(Stored data entries)

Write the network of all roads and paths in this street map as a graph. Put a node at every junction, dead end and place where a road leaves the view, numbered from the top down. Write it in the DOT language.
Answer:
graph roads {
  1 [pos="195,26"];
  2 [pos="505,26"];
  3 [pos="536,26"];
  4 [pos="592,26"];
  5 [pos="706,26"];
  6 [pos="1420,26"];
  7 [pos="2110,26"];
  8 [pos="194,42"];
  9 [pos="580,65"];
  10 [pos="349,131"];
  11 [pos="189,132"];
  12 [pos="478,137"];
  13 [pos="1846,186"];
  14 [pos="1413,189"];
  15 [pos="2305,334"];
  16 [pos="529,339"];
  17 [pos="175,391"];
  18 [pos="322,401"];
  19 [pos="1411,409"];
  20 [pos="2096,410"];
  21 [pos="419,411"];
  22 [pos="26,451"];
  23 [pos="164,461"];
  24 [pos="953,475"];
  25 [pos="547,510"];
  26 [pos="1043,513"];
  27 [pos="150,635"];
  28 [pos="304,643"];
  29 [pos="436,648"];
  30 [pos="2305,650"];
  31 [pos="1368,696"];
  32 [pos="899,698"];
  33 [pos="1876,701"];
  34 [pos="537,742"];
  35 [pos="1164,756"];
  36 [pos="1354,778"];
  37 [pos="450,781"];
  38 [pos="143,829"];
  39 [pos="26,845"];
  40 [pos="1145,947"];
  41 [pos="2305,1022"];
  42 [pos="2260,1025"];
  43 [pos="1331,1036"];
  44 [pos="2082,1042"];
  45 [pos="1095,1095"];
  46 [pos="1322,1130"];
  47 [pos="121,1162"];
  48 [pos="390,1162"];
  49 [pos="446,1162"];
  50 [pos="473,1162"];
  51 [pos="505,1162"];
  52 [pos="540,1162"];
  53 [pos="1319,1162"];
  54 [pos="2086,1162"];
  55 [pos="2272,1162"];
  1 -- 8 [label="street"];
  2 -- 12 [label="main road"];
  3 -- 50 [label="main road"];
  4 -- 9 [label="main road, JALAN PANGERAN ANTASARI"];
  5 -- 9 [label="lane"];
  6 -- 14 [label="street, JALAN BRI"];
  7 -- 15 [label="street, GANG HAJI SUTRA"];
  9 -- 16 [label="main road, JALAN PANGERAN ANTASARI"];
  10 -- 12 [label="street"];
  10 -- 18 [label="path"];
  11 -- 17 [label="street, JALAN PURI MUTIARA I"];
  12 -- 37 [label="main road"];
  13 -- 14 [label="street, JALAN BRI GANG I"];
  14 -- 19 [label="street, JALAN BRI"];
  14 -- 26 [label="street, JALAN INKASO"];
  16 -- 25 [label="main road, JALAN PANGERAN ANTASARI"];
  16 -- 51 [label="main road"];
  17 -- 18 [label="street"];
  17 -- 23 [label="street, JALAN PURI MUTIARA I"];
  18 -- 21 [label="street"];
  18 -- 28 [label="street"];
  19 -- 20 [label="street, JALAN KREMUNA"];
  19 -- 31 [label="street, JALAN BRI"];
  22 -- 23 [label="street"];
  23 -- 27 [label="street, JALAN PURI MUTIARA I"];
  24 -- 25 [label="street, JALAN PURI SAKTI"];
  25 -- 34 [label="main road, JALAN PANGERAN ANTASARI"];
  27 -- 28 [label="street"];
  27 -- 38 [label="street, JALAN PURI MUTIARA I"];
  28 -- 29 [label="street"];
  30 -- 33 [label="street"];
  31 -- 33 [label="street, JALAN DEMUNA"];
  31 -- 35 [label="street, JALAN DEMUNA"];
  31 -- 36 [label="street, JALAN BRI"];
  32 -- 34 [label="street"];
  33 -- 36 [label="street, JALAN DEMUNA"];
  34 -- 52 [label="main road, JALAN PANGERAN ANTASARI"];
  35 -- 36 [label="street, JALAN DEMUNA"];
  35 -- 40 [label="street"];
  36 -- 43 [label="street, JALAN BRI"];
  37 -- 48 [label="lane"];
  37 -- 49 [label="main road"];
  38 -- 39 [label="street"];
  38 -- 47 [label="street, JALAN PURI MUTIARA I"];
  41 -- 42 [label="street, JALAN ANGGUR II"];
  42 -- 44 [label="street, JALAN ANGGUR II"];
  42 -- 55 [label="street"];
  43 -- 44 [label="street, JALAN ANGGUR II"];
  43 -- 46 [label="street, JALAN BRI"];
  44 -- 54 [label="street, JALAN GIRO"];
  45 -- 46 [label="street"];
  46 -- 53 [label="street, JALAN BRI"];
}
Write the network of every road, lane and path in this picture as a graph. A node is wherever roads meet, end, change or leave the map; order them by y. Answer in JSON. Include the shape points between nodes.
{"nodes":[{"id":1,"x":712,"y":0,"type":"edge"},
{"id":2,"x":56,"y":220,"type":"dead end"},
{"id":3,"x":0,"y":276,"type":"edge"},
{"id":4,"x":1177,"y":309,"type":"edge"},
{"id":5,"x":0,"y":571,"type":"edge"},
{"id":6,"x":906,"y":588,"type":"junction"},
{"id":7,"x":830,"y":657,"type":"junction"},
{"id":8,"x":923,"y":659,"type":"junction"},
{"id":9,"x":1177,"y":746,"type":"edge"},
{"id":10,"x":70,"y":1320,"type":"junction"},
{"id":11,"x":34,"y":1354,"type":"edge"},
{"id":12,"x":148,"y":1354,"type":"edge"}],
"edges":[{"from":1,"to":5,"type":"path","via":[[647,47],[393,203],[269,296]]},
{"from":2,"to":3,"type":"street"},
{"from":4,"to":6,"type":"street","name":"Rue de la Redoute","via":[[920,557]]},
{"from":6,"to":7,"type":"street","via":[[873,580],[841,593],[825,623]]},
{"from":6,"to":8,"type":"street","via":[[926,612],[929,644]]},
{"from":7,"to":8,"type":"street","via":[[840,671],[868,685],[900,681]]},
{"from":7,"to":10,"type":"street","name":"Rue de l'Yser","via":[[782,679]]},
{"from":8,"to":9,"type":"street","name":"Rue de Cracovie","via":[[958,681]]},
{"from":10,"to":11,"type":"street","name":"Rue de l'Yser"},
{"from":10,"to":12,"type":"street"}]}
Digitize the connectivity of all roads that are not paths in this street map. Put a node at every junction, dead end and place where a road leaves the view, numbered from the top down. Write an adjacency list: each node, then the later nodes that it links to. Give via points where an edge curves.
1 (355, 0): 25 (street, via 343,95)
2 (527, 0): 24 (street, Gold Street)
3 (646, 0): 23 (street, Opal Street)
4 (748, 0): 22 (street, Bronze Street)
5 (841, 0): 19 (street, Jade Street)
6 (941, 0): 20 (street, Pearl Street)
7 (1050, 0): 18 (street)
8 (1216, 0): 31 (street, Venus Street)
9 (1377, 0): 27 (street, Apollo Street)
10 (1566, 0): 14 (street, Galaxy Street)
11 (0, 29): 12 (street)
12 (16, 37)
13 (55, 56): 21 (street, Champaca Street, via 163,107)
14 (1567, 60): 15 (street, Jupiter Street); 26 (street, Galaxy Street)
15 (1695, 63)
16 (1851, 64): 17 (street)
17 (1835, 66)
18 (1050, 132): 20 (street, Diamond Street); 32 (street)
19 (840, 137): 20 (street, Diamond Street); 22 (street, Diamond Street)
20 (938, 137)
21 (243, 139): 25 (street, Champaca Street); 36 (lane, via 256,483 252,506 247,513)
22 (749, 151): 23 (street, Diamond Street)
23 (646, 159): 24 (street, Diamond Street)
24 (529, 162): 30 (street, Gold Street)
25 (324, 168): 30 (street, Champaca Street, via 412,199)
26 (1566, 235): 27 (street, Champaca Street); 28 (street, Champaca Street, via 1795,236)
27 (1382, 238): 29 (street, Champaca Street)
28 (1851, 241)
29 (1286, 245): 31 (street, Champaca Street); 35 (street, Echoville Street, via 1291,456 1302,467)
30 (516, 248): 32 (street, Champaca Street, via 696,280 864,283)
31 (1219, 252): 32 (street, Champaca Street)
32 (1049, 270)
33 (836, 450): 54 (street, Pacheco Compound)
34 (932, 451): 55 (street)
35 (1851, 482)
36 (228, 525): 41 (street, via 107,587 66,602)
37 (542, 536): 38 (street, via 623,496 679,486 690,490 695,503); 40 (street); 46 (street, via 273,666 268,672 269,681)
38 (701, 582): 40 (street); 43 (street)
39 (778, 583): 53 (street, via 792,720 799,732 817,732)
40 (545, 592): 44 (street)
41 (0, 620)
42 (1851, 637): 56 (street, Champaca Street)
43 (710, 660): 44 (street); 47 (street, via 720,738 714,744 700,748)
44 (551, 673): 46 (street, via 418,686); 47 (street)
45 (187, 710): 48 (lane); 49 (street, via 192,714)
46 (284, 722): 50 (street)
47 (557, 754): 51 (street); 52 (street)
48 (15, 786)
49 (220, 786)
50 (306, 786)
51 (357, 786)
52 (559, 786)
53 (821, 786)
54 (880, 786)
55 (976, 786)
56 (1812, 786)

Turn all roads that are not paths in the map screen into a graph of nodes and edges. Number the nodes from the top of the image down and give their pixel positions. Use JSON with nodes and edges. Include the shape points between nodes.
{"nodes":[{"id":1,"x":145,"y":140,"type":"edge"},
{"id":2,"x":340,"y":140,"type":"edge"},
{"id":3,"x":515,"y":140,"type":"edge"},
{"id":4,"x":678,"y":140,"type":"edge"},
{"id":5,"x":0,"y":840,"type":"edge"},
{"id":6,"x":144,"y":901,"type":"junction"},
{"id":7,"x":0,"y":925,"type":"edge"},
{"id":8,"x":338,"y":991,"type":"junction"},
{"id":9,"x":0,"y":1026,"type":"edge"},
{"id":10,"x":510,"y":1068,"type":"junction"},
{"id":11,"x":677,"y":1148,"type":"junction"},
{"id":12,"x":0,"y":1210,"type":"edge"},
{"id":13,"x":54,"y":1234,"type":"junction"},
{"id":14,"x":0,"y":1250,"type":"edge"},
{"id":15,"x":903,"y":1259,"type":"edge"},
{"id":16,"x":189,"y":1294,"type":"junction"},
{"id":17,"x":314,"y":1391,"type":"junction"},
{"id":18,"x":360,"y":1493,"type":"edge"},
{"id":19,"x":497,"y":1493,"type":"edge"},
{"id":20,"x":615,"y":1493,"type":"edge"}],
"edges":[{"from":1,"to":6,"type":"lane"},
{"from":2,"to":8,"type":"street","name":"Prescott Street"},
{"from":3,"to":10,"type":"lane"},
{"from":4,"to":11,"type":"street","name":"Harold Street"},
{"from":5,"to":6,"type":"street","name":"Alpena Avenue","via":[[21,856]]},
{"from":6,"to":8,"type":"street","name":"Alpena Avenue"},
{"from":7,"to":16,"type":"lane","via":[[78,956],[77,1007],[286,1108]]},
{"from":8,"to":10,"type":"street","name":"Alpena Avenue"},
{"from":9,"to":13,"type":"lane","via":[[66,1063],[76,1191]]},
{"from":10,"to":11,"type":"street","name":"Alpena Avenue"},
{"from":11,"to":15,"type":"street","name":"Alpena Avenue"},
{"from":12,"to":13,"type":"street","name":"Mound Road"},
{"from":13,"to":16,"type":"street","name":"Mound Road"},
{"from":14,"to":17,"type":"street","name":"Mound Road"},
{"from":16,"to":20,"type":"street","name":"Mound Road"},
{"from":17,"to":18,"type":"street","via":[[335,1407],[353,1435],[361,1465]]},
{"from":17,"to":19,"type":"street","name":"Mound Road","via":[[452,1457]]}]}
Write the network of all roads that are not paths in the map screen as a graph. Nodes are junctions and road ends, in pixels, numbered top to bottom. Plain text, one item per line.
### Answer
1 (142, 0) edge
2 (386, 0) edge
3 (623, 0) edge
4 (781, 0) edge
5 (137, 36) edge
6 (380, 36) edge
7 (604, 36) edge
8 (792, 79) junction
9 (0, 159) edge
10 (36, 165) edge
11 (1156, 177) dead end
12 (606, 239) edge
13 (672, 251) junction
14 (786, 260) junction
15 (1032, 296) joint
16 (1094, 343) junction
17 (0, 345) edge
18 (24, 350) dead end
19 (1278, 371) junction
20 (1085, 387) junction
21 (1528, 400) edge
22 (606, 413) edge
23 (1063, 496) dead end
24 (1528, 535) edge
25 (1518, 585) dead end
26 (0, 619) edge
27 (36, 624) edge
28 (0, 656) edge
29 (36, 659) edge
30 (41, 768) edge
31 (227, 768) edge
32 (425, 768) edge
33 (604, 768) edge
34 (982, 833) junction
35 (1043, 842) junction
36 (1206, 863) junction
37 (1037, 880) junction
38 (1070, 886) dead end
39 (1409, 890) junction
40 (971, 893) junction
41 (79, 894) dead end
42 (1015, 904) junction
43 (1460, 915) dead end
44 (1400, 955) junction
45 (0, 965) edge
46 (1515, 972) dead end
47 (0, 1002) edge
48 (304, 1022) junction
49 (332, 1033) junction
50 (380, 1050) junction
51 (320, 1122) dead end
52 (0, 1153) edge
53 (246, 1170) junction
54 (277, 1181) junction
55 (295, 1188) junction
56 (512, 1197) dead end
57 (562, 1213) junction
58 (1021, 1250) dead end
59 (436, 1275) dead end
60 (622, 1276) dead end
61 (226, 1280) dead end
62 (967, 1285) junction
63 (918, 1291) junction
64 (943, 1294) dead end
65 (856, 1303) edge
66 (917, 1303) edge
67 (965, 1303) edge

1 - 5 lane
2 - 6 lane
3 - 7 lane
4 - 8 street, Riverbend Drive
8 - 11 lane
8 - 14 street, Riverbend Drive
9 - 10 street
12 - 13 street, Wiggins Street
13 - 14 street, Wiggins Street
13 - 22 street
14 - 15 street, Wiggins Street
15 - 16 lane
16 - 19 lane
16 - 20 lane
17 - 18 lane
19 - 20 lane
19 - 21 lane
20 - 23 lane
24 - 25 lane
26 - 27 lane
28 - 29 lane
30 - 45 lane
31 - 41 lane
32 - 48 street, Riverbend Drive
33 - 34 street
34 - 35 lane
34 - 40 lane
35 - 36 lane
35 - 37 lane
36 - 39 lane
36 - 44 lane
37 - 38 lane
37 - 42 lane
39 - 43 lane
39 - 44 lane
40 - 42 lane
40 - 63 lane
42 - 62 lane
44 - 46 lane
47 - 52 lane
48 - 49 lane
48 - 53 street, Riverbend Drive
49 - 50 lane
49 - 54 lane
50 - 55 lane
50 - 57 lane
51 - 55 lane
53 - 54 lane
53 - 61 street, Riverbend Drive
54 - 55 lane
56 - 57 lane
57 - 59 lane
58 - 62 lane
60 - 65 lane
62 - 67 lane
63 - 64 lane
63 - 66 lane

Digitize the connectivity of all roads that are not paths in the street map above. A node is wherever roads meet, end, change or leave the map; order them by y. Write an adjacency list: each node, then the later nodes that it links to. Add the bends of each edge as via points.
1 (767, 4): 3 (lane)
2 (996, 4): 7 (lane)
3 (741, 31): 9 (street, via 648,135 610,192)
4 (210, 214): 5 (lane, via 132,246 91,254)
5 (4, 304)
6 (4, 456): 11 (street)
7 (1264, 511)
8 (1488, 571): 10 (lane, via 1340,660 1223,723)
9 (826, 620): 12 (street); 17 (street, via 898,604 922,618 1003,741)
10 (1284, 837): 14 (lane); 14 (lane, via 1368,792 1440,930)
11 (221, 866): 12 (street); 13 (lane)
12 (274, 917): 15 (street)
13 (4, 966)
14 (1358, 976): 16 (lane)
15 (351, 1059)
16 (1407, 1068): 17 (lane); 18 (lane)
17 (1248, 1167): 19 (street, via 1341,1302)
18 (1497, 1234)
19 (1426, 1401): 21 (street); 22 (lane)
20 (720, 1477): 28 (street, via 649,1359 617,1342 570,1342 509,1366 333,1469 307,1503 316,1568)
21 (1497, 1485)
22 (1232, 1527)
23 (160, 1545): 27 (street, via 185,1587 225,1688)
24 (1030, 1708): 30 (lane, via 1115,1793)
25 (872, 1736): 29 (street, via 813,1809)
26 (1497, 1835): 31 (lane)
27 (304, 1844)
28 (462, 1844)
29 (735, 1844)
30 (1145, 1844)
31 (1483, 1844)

What you need to do: Search the records for the word "DEMUNA" and copy every line where it occurs.

Answer space:
  31 -- 33 [label="street, JALAN DEMUNA"];
  31 -- 35 [label="street, JALAN DEMUNA"];
  33 -- 36 [label="street, JALAN DEMUNA"];
  35 -- 36 [label="street, JALAN DEMUNA"];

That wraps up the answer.